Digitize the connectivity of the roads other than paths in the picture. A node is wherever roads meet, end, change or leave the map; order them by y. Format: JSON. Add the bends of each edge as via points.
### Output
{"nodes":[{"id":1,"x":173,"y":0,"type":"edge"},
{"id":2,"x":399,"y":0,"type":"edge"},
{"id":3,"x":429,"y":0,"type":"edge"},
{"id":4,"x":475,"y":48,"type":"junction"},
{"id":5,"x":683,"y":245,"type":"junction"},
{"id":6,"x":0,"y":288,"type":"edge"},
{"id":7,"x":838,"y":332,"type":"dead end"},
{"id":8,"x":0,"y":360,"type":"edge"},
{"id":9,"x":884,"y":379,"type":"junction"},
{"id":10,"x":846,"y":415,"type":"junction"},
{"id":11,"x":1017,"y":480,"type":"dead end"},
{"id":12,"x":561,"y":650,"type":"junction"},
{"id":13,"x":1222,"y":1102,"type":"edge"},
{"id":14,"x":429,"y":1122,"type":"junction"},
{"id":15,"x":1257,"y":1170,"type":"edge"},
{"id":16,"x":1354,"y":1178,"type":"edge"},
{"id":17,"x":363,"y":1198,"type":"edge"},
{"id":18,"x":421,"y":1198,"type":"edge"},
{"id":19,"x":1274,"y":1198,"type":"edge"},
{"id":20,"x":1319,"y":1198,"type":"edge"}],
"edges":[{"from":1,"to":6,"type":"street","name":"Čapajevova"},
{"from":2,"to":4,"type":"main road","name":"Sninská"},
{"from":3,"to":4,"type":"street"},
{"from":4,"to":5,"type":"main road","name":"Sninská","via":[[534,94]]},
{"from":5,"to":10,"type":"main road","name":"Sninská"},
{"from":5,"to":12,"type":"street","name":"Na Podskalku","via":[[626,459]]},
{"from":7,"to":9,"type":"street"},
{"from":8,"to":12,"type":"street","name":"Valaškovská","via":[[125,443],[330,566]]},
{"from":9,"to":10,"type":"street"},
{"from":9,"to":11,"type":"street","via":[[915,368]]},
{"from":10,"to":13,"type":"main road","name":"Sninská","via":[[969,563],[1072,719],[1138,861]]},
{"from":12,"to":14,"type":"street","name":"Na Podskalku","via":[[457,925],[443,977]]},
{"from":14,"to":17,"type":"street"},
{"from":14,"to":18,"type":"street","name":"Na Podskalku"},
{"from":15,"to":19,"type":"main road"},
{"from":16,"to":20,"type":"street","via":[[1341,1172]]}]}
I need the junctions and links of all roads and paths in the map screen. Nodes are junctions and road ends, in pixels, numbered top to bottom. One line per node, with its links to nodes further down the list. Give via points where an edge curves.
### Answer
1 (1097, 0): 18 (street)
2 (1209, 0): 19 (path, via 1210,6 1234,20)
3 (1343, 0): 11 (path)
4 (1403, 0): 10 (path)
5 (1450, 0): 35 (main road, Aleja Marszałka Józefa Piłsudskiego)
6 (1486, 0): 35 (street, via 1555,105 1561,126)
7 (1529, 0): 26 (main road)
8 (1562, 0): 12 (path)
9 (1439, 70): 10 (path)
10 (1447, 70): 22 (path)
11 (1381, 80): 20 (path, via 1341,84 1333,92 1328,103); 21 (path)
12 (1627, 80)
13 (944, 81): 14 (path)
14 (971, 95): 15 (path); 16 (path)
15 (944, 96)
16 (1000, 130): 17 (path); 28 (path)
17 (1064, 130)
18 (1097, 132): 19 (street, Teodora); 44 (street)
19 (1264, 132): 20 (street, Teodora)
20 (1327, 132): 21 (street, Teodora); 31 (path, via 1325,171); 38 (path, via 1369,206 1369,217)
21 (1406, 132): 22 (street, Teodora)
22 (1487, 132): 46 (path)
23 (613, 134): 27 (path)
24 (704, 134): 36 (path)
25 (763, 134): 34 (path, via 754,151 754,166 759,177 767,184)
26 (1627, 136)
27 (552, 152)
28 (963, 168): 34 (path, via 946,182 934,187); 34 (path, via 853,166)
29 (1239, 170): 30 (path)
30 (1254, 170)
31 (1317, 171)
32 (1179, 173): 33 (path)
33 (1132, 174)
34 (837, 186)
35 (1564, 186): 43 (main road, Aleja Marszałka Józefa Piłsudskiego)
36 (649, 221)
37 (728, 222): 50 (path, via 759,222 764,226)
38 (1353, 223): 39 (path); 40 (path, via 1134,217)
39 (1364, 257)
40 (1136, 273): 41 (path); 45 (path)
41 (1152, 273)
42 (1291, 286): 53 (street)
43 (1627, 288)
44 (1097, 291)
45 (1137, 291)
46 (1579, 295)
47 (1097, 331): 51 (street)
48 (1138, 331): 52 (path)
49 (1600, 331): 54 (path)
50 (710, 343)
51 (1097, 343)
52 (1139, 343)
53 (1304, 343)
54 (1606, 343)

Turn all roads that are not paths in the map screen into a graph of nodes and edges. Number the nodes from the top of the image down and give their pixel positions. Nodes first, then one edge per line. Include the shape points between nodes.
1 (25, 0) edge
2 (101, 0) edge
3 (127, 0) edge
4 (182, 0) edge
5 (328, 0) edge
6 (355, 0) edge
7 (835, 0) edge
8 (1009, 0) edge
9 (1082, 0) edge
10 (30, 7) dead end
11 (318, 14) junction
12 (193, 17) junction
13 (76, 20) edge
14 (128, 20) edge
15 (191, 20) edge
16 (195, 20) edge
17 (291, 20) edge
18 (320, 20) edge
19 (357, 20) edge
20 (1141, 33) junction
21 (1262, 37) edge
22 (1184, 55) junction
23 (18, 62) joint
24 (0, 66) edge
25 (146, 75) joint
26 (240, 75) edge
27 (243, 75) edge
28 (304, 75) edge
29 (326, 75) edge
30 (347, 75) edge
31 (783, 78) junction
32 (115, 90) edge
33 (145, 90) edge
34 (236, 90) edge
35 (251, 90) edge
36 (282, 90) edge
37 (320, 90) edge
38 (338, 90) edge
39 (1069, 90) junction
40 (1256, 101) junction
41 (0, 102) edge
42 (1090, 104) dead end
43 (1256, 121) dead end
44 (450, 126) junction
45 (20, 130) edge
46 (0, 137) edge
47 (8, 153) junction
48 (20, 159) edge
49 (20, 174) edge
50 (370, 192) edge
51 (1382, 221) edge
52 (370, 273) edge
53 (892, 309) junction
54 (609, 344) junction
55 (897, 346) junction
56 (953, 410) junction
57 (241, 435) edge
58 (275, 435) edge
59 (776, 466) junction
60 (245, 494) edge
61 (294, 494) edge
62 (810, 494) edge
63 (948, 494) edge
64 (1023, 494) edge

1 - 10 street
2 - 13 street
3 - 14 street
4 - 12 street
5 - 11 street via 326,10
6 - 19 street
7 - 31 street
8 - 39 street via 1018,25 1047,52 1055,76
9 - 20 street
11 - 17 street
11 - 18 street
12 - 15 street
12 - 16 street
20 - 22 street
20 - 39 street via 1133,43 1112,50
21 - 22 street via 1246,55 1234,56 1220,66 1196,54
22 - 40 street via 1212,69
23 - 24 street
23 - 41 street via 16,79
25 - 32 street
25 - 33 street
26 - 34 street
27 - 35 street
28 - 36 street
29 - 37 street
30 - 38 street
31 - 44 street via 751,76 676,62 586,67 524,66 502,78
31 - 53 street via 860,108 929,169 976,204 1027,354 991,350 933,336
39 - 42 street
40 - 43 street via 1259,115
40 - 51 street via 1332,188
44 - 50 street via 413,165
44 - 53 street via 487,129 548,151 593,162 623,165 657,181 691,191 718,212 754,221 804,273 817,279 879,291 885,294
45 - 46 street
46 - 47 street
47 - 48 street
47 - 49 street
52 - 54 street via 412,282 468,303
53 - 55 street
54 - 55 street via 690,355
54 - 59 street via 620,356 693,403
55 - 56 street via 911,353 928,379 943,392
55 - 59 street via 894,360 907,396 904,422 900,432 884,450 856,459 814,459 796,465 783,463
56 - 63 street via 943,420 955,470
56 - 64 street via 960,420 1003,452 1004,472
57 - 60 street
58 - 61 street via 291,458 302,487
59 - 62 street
****************
In the entries above, find each line with "Podskalku" and list it.

Result of this task:
{"from":5,"to":12,"type":"street","name":"Na Podskalku","via":[[626,459]]},
{"from":12,"to":14,"type":"street","name":"Na Podskalku","via":[[457,925],[443,977]]},
{"from":14,"to":18,"type":"street","name":"Na Podskalku"},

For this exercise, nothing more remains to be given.